Art Goldhammer relevait la démission d'Alain Juppé du parti LR :

Et pourquoi pas ? Le Macronisme est à toutes fins utiles le Juppéisme. … Voilà le centre-droit juppéiste instauré au pouvoir sous un drapeau de centre-gauche. Certains … voient la “source” du macronisme dans l’échec de la tendance recentrante à gauche représentée auparavant par un Michel Rocard ou un Dominique Strauss-Kahn. (Mais) Macron n’a pas de racines dans la gauche traditionnelle. … Macron serait donc un centriste décomplexé, qui est peut-être une façon de dire un homme de droite.

Je rejoins la première phrase ; mais Emmanuel Macron me semble bien s'inscrire dans une des traditions du centre français.

S'il y a en France "trois droites" et sept cent trois gauches, nous avons au strict minimum deux centres.

Le "populaire", rural, plus proche des frontières que de Paris, catholique, le parti des curés de campagne, de l'Action catholique des années 1920 à 50, du "bas clergé" de 1789.
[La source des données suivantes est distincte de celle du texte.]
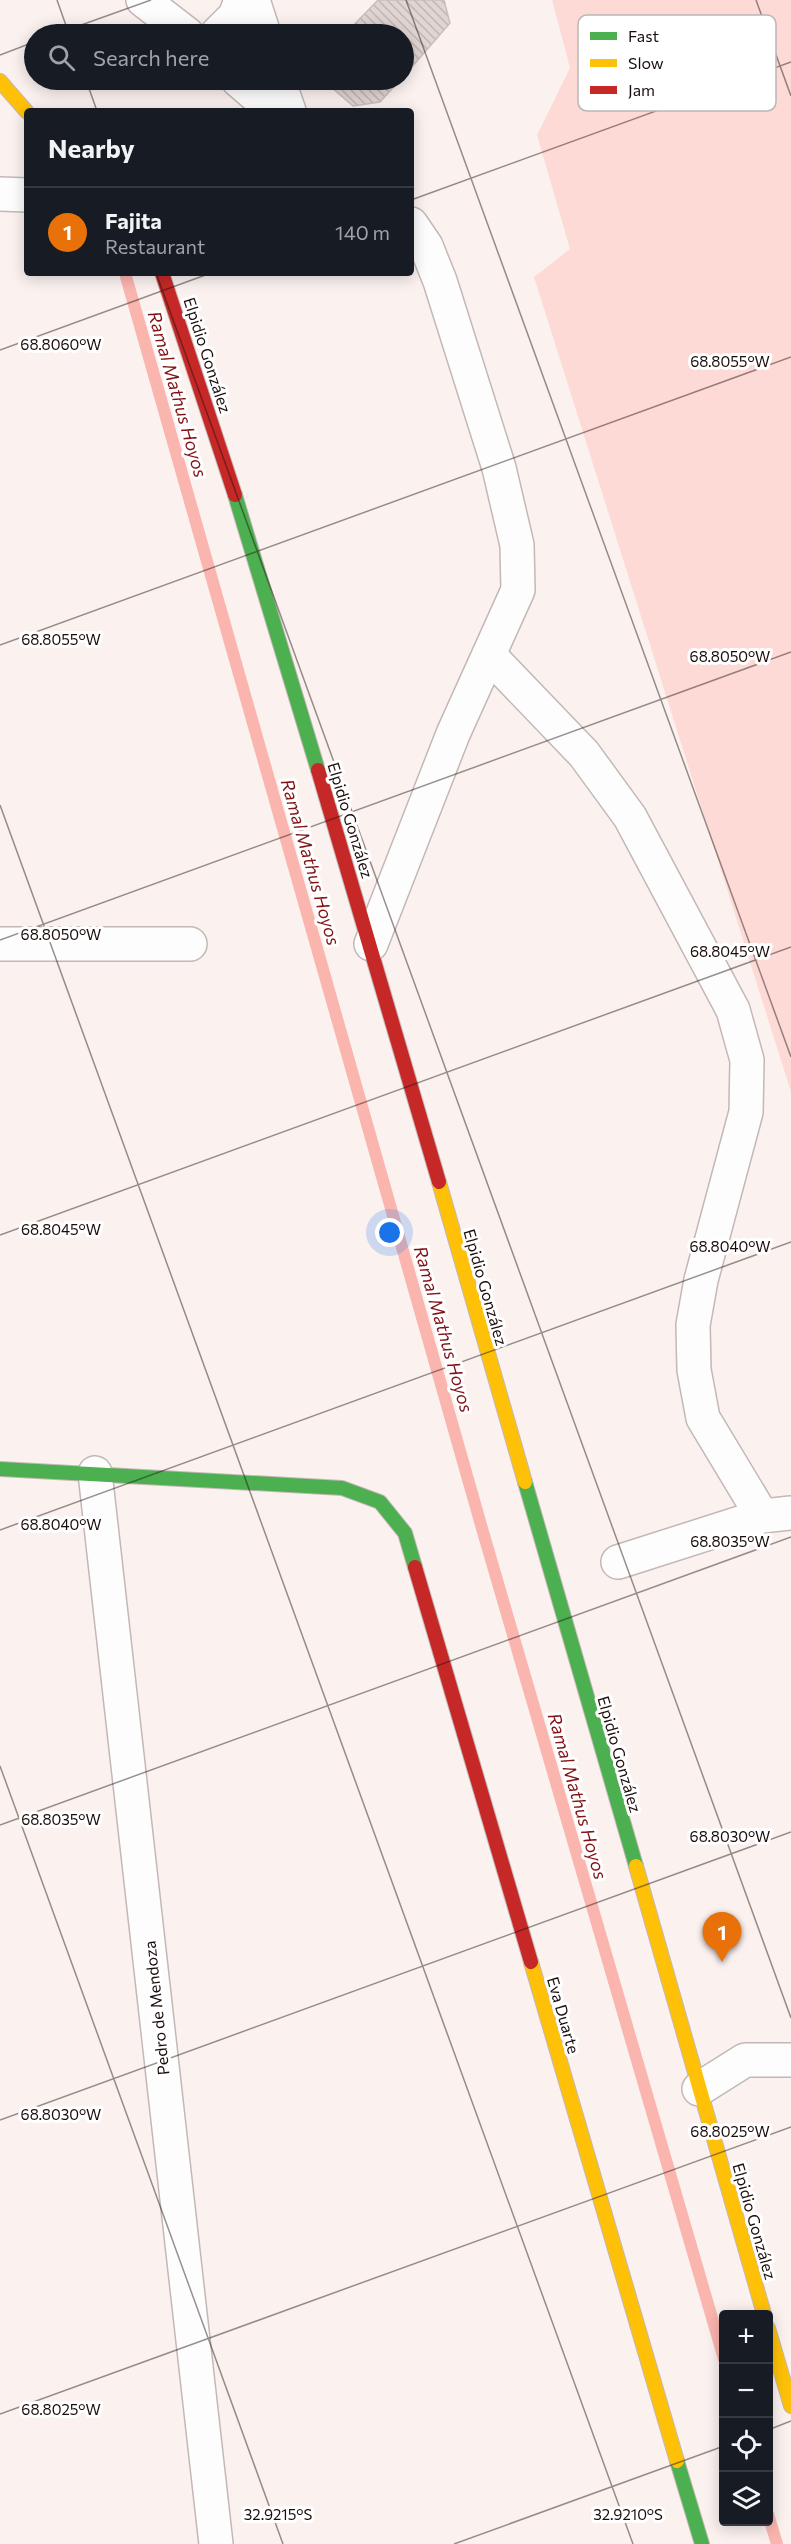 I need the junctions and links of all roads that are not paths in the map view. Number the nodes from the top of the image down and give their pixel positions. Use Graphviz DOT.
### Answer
graph roads {
  1 [pos="143,0"];
  2 [pos="241,0"];
  3 [pos="252,0"];
  4 [pos="174,24"];
  5 [pos="227,24"];
  6 [pos="260,24"];
  7 [pos="0,81"];
  8 [pos="250,90"];
  9 [pos="282,90"];
  10 [pos="271,108"];
  11 [pos="288,108"];
  12 [pos="24,109"];
  13 [pos="0,194"];
  14 [pos="24,195"];
  15 [pos="414,228"];
  16 [pos="163,276"];
  17 [pos="489,655"];
  18 [pos="0,944"];
  19 [pos="190,944"];
  20 [pos="371,944"];
  21 [pos="0,1469"];
  22 [pos="95,1473"];
  23 [pos="777,1515"];
  24 [pos="618,1562"];
  25 [pos="791,2060"];
  26 [pos="699,2089"];
  27 [pos="764,2310"];
  28 [pos="773,2345"];
  29 [pos="791,2406"];
  30 [pos="216,2544"];
  31 [pos="702,2544"];
  1 -- 4 [label="street"];
  2 -- 5 [label="street"];
  3 -- 6 [label="street"];
  7 -- 12 [label="main road"];
  8 -- 10 [label="street"];
  9 -- 11 [label="street"];
  13 -- 14 [label="street"];
  15 -- 17 [label="street"];
  16 -- 20 [label="main road, Elpidio González"];
  17 -- 20 [label="street"];
  17 -- 23 [label="street"];
  18 -- 19 [label="street"];
  20 -- 26 [label="main road, Elpidio González"];
  21 -- 22 [label="main road"];
  22 -- 30 [label="street, Pedro de Mendoza"];
  22 -- 31 [label="main road, Eva Duarte"];
  23 -- 24 [label="street"];
  25 -- 26 [label="street"];
  26 -- 27 [label="main road, Elpidio González"];
  28 -- 29 [label="main road"];
} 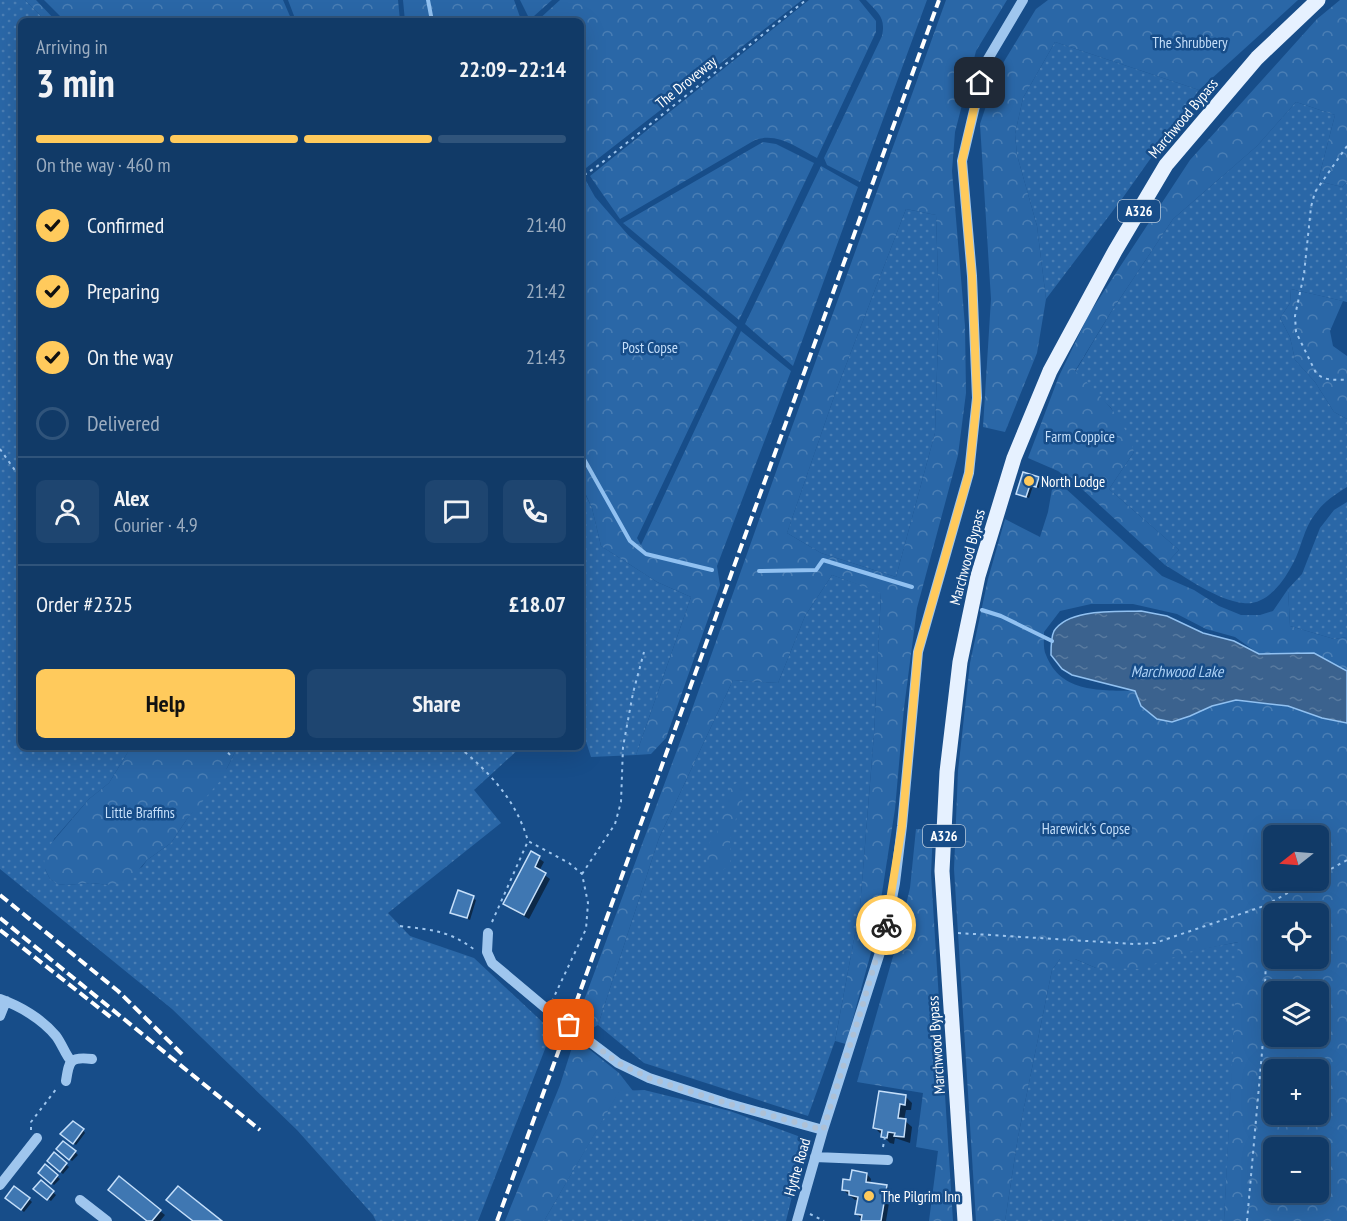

Toujours prêt à soutenir les pauvres, sans peur du lumpen-proletariat, toujours inquiet pourtant des révolutions, des violences, des dictatures. Ce centre avait presque disparu dans la laïcisation des années 70, et la radicalisation de l'opposition entre le "monde libre" et les dictatures du "socialisme réel". Il s'était noyé dans la droite. François Bayrou a tenté de le ressusciter, en y agrégeant les nombreux "déçus du socialisme", le nouveau "bas[1] clergé" du monde laïc : enseignants, artistes, travailleurs indépendants, pionniers de l'internet. La coalition n'a pas pris. Jean Lassalle en représente aujourd'hui, je crois, la composante la plus outsider, il exprime le plus strictement l'exigence que les "systèmes" se mettent au service des personnes, de "ceux qui aiment tellement leur territoire qu'ils ont choisi d'y vivre".

Le "marais" ou parti "opportuniste", encore appelés aujourd'hui "girondins", parti bourgeois.

Demandeur de continuité dans l'environnement des affaires, inquiet lui aussi des tensions politiques, des oppositions et des "hommes forts" aux impulsions destructrices. Parti aussi bien représenté dans les grandes villes de province qu'à Paris. Lieu de rencontre entre milieux d'affaires de différentes origines religieuses ou ethniques. Libéral dans le discours, libéral quant aux moeurs, étatique en matière économique, car après tout, tous les acteurs en France sont demandeurs d'un Etat omniprésent. Demandeur de consensus entre gens raisonnables. Capable de gérer des villes et des régions d'une main bienveillante et paternaliste. Valéry Giscard d'Estaing et Edouard Balladur, Jean-Pierre Raffarin, Alain Juppé de retour du Canada, ont bien représenté ce courant.

Le point d'accord entre les deux est étroit : la croyance en "l'Europe", espace de régulation économique stable qui échapperait aux à-coups des alternances politiques nationales. Le mantra de la "décentralisation" aussi… qui est, dans le cas du centre d'affaires, une décentralisation purement gestionnaire, sans reconnaissance d'identités locales. Ou alors, des identités habilement camouflées quand on s'adresse à Paris (l'exemple alsacien, quand Philippe Richert accepte même de fondre l'Alsace dans un "Grand Est" artificiel).

Emmanuel Macron me semble retrouver les soutiens, les choix et les mots de cette seconde composante du centre français.

Notes

[1] Précision ajoutée, 24 avril 2018.